Clouds had come up suddenly from the southwest and in the course of half an hour the sky went from a hard clear blue to a nearly featureless gray that was beginning to swell to a threatening purple. Val Guthrie was deep in the cornfields on the east side of her property, her father’s big .45 tucked into the waistband of her jeans, snug against the small of her back, hidden by a red-checked thermal jacket. She was walking the fields with Diego, a short, barrel-chested East Texan who had worked for her father for almost twenty years, doing spot tests of the soil pH. It was still a clean 6.54, far above the range of any of the surrounding farms, whereas most of the other farms had shown pH drops well below 5.0 and even lower. Val’s soil remained solidly in the 6.0 to 7.0 range, even in the places where all that separated her fields from her neighbors was a wood-railed fence. Her closest neighbor, Charlie Kendall, had shown her the analysis of his samples and the levels of soil phosphorus, nitrogen, potassium, sulfur, magnesium, and calcium had all dropped, even when a sample was taken five inches from a healthy sample taken along Val’s property line. “I don’t get it,” Val said. “It doesn’t make any kind of sense. It’s too weird to be an accident of nature, and if there is something in our soil that’s making a difference, then it has to be something that was deliberately put here.”
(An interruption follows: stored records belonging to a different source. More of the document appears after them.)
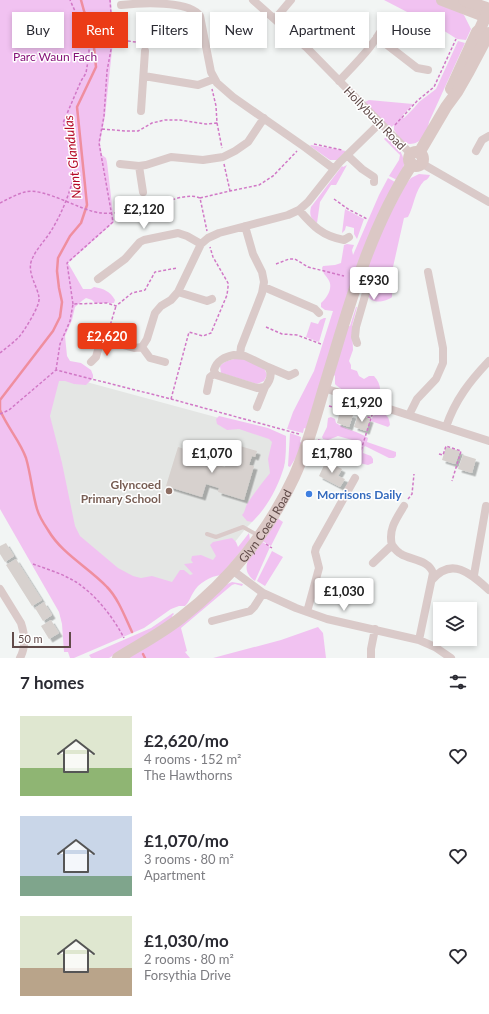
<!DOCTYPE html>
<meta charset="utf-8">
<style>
body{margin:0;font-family:Lato,sans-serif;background:#f7f7f7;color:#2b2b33;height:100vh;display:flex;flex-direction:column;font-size:15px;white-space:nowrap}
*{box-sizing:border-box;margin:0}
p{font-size:13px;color:#7c7c81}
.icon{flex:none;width:22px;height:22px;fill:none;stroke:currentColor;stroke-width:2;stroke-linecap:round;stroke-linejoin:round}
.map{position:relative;height:658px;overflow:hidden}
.side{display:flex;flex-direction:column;background:#fff;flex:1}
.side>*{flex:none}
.top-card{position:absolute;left:12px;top:12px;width:465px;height:36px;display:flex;gap:8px}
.buttons{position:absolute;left:433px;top:602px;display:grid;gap:8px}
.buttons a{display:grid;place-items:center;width:44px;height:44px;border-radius:0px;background:#fff;box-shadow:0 2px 6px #0003;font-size:20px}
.scale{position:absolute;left:12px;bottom:10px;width:59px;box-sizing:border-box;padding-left:4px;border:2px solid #614b49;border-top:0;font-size:11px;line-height:14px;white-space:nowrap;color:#614b49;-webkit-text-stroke:3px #fff;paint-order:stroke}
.price{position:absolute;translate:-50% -34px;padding:0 9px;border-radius:4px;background:#fff;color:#222;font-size:13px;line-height:26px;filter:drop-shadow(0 1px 2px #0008)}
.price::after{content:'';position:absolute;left:50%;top:24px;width:12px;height:9px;margin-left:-6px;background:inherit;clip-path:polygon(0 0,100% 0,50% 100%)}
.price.current{background:#eb3b16;color:#fff}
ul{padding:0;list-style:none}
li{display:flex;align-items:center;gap:12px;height:100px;padding:0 20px}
li span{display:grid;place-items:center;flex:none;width:112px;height:80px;border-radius:0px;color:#555}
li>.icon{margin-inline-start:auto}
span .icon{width:48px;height:48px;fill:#fffc;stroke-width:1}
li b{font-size:17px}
h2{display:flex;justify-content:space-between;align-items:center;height:48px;padding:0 20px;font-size:17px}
.chip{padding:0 14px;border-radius:0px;background:#fff;box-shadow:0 2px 6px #0003;font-size:14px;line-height:36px}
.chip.current{background:#eb3b16;color:#fff}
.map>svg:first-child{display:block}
.education{fill:#e4e6e4}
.green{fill:#f1c2f1}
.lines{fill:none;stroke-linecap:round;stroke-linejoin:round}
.stream{stroke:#ef8e9f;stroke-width:2.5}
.building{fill:#d7d1ce;filter:url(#shadow)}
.path{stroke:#d178c6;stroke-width:1.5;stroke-dasharray:3 2;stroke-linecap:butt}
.lane{stroke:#dacac9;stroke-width:4}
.street{stroke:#dacac9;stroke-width:8}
.secondary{stroke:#dbc8c5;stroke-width:12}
.education-dot{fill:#8d6e63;stroke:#fff;stroke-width:1.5}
.shop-dot{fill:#3f7fe0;stroke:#fff;stroke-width:1.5}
.labels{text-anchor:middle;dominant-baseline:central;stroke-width:3;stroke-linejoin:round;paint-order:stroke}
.park-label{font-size:12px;fill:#87157a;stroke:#fff}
.street-label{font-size:12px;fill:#614b49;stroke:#fff}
.education-label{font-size:12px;font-weight:bold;fill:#785e54;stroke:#fff;text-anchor:end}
.shop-label{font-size:12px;font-weight:bold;fill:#366cbe;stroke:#fff;text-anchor:start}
.water-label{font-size:13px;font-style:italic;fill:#b50927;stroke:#fff}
</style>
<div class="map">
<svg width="489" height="658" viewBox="0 0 489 658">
<defs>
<filter id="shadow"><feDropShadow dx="3.5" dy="3.5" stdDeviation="0" flood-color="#0004"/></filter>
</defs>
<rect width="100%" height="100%" fill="#f2f5f4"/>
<path class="education" d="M57,374l229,62 -1,27 -33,59 -6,6 -27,34 -48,47 -100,-65 -22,-130z"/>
<path class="green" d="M0,0h111l2,41 -8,75 -5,27 2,12 4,3 1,4 7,60 -46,41 15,26h8l3,-2c10,2 16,4 21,13l-1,3h-19l-3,-3 -6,-2c-5,3 -7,6 -11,9l-3,13 -7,16 2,20 3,5 11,2 10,7 2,5v3l-7,7 -12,-1 -9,-3h-6l-9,35 12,47 13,63 5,10 38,32 15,8 8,2 11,-2 20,6 8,-12h4l6,5 3,-1 -9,-10 9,-1 -2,-3 1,-4 9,-1 12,5 3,-4 -6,-11 3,-3 19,-4 4,4 2,5 11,-14 1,7 -29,35c-10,1 -23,8 -28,18 -3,5 -4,9 -8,13h-6l-8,3 -27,19 -70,30h-4l-2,-6h-4l-2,-28 -3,-12 -59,-103z
M384,0h56l24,15 7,14 -5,11 -9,-1 -19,-12 -6,1 -20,-10 -1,-4z
M458,41l7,2 -36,79c-1,5 -2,11 -5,15 -7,8 -19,10 -25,1 -3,-3 -2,-5 -5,-8v-5l-5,4 -24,-27 4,-2 44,4 -12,13 3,1 10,-10 5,-6 17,-13z
M387,136c8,7 18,18 17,29 -1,5 -5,10 -7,15l-8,-4 10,-16 1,-5 -16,-16z
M311,145l35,6 -8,9h-8l-20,-14z
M347,165l-11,20h-5l-11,17 -3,21c-6,-4 -8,-8 -6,-16l31,-41 1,1z
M419,174l11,1 -1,2c-1,2 -3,3 -5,4 -9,9 -10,25 -16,36l-4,1 -11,49 -1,30c-6,5 -23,8 -24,-3 0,-3 1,-7 1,-10l-5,-8 6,-24 36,-68 5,-6z
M388,178l7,4 -88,247 -3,-1 -1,5 -16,-4 6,-17 21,-41 19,-60 -8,-1 -4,-3v-4c6,-5 13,-16 7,-24 -4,-6 -4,-4 -6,-11l1,-2 12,-1 6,-2 3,-18 3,-1 7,1 -2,5 1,5 26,-60z
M345,209l19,10 -7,20 -3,-5v-6l-8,-2 -1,4 -3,3z
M356,307h1l-5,19 1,24 -4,11 2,4v4l6,2 2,5 5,3 5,-3h5c9,9 9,26 -6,24 -8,-1 -28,-10 -33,-16v-8l-2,-2 12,-47 5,-1z
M324,318h2l-7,24 -13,-5 5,-15 7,2 2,-4z
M241,358l23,10 3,7 -3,6 -7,3 -36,-11 -1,-7c6,-6 13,-7 21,-8z
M381,412c7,4 8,5 9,13l-2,2 -17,-6 2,-5z
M219,416l49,12 18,8c0,10 0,21 -2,31 -6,20 -17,41 -32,55l-5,-1 -5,-6c3,-3 3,-7 5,-11 7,-11 15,-21 23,-31l-2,-14 4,-17 -3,-3 -30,-10 -12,1 -10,-6 -1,-5z
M331,417l4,2 1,4c10,7 22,8 32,15l-1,4 29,10v4l-2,2h-5l-24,-12 -1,1 -1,6 8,3 2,3v4l-5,2 -9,-2 -4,1 -6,-1c-6,-5 -4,-11 -2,-17l6,-3 -1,-3 -14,-4 -10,4 -5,-1 -1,-2 5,-10 1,-9z
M290,433l11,4 -1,5 3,1 -3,8 -10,16 -2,-1z
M277,518l6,4 -12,24 -9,-5z
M261,541l9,6 -15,34c-18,-13 -3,-27 6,-40z
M272,551l11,6 -18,29 -8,-5z
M232,582l11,2 -1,2 -7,-2 -3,1 -51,43 6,23 -2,1 5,6h-64l99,-73z
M173,613l1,1 -2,2 1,2 -64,40h-18l-2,-3 62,-27z
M318,627l5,6 3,25h-113l68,-18z"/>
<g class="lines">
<path class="stream" d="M0,410v-10l53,-69 7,-14 2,-15 -3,-14 -2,-17 1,-13 12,-22 11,-13 6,-18 -10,-98 19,-40 -4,-39 -8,-17 -3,-11
M0,410c7,17 20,31 26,48 5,17 6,34 11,51 2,7 7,15 11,21 14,24 40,37 59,57 11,11 18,30 25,45
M143,654l2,4"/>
</g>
<path class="building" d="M340,411l13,4 -4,12 -12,-4z
M358,415l12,4 -4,12 -12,-4z
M240,446l17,5 -2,6 -3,-1 -3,9 5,1 -10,34 -26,-8 1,-4 -13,-4 -4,13 -36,-11 12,-39 25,8 -1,5 23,7 3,-9 8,3z
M446,447l14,4 -5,13 -13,-4z
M463,455l13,4 -4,14 -14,-4z
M326,461l16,8 -4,7 7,3 -5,8 -21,-11z
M6,543l8,13 -9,6 -5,-8v-8z
M16,559l26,41 -10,6 -26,-41z
M44,602l8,13 -9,6 -8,-13z
M51,620l8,13 -10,6 -8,-13z"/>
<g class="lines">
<path class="path" d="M113,39l30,4
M146,43h25l16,3 11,-1
M217,123l5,25
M395,125l22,-24 17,-14 22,-48
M102,129l23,2h13l14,-8 13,-3h15l26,4 11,-1 -1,-17 -4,-17
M314,144l28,6
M224,164l6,27
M200,198l30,-7 29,-6 14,-9 24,-25
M334,199l14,10 19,10
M0,203c8,-4 17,-9 25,-11 20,-5 55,19 76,21 15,2 45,-6 60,-10 12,-3 27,-10 39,-5l7,33
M276,264l13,-5h6l13,8 36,9
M73,304l-6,-41 46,-41 -14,-79 5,-27 3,-45 6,-32 -3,-39
M266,327l16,7 15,1 24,9
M109,329l7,-23
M0,353c6,-5 13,-10 19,-16 5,-6 22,-32 20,-40 -2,-11 -11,-23 -8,-35 4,-12 13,-20 20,-31 13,-21 27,-55 24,-80 -1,-11 -8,-18 -12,-28l18,-42 5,-8 3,-18v-8l-10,-27 -9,-20
M56,370l4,-26 10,-23 3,-17 34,-1 9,3 16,-13 13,-3 10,-18 22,-4
M171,399l18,-67 14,4 8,-3 16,-38 1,-8v-4l-15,-26 -3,-10
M329,406l42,12
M0,414l9,-4 47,-40 115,29 128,35
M318,440l18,5
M361,450l12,-38
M314,452l7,7
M439,454l4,1 3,-9 15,5 -9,30
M408,499l4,-5 2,-20
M266,544l6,4
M33,564c14,5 30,10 43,18 20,13 37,35 48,56"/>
<path class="lane" d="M207,534l9,3 27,-10 16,9"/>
<path class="street" d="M253,0l53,47 105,107
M121,5c19,-2 68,-5 79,11l11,56 6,11 16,14 73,51 28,21
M275,19l16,-19
M377,37l40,31 11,2
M144,76l54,9 16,-6
M339,81c18,-19 40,-40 49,-65
M141,111l4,-60
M476,151l6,-11 7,-4
M347,155l15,14 12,8v5
M421,163l68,39
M120,164l19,2 7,-1 25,-8 32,3 20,-3 12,-6 13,-9 16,-24
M139,166l4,26
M299,210c14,16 23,26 45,30l5,-3
M98,279l27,-20 15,-17 4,-2 34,-7 9,3 14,8
M264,287l51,22 4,4
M178,292l29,9 5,-2
M87,335l47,13 8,-1 5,-8 8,-26 6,-7 10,-6 7,-8 23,-48 7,-6 11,-5 69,-18 11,-5 9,-8 31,-39 41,-40
M357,343l-2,-6 1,-10 11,-38 -3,-7 -6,-5
M142,347l8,11 15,4
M234,355l11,1 23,11c5,7 2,14 -3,20l-8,1 -41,-13 -2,-5c3,-10 11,-13 20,-15z
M240,355l1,-8 21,-54 2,-11 -2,-10 -9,-18 -8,-28
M91,362l5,-5 5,-18
M268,367l21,9 6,-3
M324,388l165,53
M207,391l3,-14 5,-4
M257,407l8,-20
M409,415l8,-16 19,-20 7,-16v-15l-15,-76
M446,427c9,-27 24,-46 43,-66
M392,545c3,4 5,7 9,9 10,6 28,6 32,19l-14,67
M373,563l19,-18c-4,-15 4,-26 12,-39
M232,570l31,23 33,15 31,11 92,21 16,7 16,11
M474,575l12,-69
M432,580c20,-24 39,-6 57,10
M0,589l21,34c4,12 5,24 -1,35
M307,612l12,-44 -4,-16 1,-4 39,-70
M212,621l38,-10 4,-4 9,-14
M371,658v-9l4,-20"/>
<g class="secondary">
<path d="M442,0l47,18"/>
<path d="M464,0l25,9"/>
<path d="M451,89l26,-57 3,-3 9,-20"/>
<circle cx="416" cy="159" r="7"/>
<path d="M419,153l27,-46 11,-15 12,-21 20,-38"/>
<path id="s1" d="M118,658c21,-13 44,-25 64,-41 47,-36 87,-86 112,-140 13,-28 21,-59 30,-89 24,-77 43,-155 88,-224"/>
</g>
</g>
<circle class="education-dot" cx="169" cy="491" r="4"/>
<circle class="shop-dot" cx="309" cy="494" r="4"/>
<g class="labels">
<g class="park-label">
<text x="55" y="56">Parc Waun Fach</text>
</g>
<g class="street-label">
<text transform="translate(375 118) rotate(46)">Hollybush Road</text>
<text stroke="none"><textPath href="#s1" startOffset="200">Glyn Coed Road</textPath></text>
</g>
<g class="education-label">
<text x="161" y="484">Glyncoed<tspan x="161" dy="14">Primary School</tspan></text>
</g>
<g class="shop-label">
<text x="317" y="494">Morrisons Daily</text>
</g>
<g class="water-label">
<text transform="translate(72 157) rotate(-96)">Nant Glandulas</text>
</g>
</g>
</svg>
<div class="buttons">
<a><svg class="icon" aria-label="layers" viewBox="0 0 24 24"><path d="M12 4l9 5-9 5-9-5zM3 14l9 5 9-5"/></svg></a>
</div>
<div class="scale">50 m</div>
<b class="price" style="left:144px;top:230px">£2,120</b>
<b class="price" style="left:374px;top:301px">£930</b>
<b class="price current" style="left:107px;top:357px">£2,620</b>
<b class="price" style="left:362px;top:423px">£1,920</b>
<b class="price" style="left:212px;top:474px">£1,070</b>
<b class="price" style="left:332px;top:474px">£1,780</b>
<b class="price" style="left:344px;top:612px">£1,030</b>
<div class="top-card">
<a class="chip">Buy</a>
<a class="chip current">Rent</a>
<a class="chip">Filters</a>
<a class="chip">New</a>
<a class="chip">Apartment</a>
<a class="chip">House</a>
</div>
</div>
<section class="side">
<h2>7 homes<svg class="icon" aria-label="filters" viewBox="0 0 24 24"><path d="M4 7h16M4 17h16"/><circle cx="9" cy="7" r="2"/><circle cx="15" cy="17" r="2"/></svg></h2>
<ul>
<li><span style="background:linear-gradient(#dfe7d0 65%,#8fb573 0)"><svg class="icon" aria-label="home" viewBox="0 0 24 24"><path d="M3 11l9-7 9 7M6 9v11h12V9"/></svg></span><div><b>£2,620/mo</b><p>4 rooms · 152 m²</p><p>The Hawthorns</p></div><svg class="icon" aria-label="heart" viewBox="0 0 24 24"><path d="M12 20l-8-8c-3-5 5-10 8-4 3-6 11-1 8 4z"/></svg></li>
<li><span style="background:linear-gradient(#c9d6e8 75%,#7fa58c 0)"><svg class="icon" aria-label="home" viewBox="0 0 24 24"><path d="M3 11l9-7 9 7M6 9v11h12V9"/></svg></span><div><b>£1,070/mo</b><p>3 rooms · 80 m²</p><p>Apartment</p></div><svg class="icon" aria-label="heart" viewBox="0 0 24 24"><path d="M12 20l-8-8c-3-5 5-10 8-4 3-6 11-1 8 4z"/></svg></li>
<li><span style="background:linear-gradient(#dfe7d0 65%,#b9a48a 0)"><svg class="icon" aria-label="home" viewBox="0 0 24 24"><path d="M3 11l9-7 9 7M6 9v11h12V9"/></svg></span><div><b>£1,030/mo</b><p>2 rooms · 80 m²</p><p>Forsythia Drive</p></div><svg class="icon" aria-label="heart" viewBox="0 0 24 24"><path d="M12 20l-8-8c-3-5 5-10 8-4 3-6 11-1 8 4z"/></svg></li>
</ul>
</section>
“Like reverse ecoterrorism,” Diego said, trying for a joke.

“If it was something different in our soil it would show,” she said, shaking her head in frustration, “but it doesn’t.”

“Nope,” Diego agreed. After twenty years he still had that East Texas drawl. “I was talking to Spence the other day,” he said, referring to Todd Spencer, his counterpart on the Kendall farm, “and he was saying that there was not one single stalk that didn’t show signs of root worm. Not one. They’re going to have to burn the whole crop, and this is weird because as you know they’re growing that Mon 863, that insect-resistant corn from Canada. Shouldn’t be even a small percentage of root worm over there.”

“And we have no traces at all of them.” Val shivered in the freshening breeze. “That’s really weird, Dee.”